*Assigned task:* Find every line in the records below that holds the word "wrist", and copy each one.

Dataset entries:
================

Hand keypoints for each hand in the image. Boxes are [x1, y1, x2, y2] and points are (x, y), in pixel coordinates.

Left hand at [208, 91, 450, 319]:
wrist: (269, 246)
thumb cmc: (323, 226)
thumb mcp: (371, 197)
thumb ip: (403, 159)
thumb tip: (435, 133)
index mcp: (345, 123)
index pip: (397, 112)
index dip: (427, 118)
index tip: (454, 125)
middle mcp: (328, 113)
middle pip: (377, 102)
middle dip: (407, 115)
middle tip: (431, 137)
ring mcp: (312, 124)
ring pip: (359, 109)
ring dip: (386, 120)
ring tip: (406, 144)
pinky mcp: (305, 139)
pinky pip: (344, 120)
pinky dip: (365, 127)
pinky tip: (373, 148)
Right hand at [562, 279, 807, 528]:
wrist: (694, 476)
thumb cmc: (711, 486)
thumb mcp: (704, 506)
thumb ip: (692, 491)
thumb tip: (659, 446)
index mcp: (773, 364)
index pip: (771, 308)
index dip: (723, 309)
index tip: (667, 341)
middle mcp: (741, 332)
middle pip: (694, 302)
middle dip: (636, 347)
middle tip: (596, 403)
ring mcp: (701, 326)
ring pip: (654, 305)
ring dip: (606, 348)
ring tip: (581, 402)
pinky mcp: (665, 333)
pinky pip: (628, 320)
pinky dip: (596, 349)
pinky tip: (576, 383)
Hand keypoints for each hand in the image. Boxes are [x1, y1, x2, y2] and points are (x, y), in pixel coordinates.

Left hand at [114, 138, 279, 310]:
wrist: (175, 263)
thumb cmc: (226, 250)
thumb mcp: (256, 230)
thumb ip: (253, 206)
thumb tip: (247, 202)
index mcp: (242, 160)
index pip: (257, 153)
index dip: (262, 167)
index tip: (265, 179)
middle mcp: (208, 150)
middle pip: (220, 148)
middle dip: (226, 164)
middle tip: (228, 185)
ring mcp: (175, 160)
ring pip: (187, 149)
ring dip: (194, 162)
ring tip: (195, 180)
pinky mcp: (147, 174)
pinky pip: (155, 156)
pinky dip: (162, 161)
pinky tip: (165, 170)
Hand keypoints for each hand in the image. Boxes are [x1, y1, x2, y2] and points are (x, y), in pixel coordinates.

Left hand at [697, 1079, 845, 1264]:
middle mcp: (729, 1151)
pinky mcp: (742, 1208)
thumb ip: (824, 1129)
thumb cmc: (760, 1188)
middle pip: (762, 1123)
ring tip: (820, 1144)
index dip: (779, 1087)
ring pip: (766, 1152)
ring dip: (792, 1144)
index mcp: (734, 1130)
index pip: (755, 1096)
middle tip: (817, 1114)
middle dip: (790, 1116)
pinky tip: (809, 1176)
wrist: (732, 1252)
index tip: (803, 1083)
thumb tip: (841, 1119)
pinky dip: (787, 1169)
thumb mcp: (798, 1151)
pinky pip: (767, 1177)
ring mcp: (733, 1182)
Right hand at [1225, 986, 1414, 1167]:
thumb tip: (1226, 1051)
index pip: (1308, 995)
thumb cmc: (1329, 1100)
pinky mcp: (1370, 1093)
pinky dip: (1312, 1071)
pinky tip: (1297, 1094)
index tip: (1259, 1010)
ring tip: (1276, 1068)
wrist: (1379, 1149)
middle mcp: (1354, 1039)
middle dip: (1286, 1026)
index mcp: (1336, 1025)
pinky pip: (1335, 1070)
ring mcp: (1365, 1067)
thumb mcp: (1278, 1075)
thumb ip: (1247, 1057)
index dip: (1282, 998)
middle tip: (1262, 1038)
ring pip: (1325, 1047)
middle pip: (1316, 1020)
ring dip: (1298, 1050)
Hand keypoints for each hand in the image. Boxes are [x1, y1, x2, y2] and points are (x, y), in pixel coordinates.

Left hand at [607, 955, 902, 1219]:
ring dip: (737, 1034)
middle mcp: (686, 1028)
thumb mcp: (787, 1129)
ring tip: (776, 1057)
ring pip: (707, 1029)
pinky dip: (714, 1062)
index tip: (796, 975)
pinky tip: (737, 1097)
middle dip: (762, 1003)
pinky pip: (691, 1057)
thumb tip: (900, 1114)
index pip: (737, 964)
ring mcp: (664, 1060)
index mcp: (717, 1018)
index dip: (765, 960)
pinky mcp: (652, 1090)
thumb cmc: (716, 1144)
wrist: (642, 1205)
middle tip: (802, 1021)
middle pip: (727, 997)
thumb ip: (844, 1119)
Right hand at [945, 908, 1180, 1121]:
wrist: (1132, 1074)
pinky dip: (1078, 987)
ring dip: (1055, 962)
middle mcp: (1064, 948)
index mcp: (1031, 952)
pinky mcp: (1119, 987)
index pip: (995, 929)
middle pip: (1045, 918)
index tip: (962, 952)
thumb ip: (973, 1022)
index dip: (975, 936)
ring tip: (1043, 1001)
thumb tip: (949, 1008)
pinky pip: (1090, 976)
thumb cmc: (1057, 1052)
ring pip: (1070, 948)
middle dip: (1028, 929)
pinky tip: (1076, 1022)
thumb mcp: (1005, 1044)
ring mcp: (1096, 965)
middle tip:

================

*Worked solution:*
wrist: (269, 246)
wrist: (694, 476)
wrist: (175, 263)
wrist: (732, 1252)
wrist: (1379, 1149)
wrist: (642, 1205)
wrist: (1132, 1074)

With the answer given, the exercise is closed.